The fighting on the ground was ghastly, aptly described by the late military historian Sir John Keegan as a struggle with “large numbers of soldiers unprotected by anything but cloth uniforms, however they were trained, however equipped [were ordered to advance] against large masses of other soldiers, protected by earthworks and barbed wire and provided with rapid-fire weapons.” This “was bound to result in very heavy casualties among the attackers,” Keegan would write, adding, “The basic and stark fact was that the conditions of warfare between 1914 and 1918 predisposed toward slaughter.”
The war was initially a European conflict stemming from age-old rivalries and ongoing struggles with issues of empire and boundaries. When the problems leading up to the conflict began surfacing in the late 19th century, America, licking its wounds from the Civil War and simultaneously expanding its westward territories, wanted no part of any of it. The relatively new nation had no real interest in the affairs of the “Old World.”

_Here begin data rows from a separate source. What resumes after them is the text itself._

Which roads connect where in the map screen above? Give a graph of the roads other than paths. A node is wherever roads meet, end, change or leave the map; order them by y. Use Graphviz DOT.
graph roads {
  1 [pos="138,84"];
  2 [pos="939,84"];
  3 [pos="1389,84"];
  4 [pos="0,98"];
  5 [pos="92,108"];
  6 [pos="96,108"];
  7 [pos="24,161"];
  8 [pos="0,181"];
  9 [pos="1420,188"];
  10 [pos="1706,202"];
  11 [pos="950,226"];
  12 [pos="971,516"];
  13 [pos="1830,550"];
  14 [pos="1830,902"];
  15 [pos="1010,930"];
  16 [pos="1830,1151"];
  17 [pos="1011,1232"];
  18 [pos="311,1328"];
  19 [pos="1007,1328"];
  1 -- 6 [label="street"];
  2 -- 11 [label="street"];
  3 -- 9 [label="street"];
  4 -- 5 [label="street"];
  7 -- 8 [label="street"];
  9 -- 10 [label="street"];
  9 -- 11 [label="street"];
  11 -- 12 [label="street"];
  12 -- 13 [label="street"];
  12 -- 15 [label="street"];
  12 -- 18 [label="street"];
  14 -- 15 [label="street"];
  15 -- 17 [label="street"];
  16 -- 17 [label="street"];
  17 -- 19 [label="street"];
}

President Woodrow Wilson, who spent most of his teenage years in Columbia where he became a lifelong member of Columbia’s historic First Presbyterian Church, wanted to keep America as far from the war as possible. He referred to the conflict as “a natural raking out of the [European] continent’s pent-up jealousies.”
But events transpired that forced Wilson’s hand: Germany’s 1915 torpedo sinking of the British ocean-liner RMS Lusitania that killed nearly 1,200 passengers, including 123 American civilians, was followed in early 1917 by an intercepted coded message from the German foreign minister to the Mexican president, proposing a wartime alliance between the two countries. Germany resumed “unrestricted submarine warfare” on the high seas that same year.
Congress granted the President’s request for a declaration of war April 6, 1917. Wilson now wanted, as he famously said, “a war to end all wars; in order to make the world safe for democracy.”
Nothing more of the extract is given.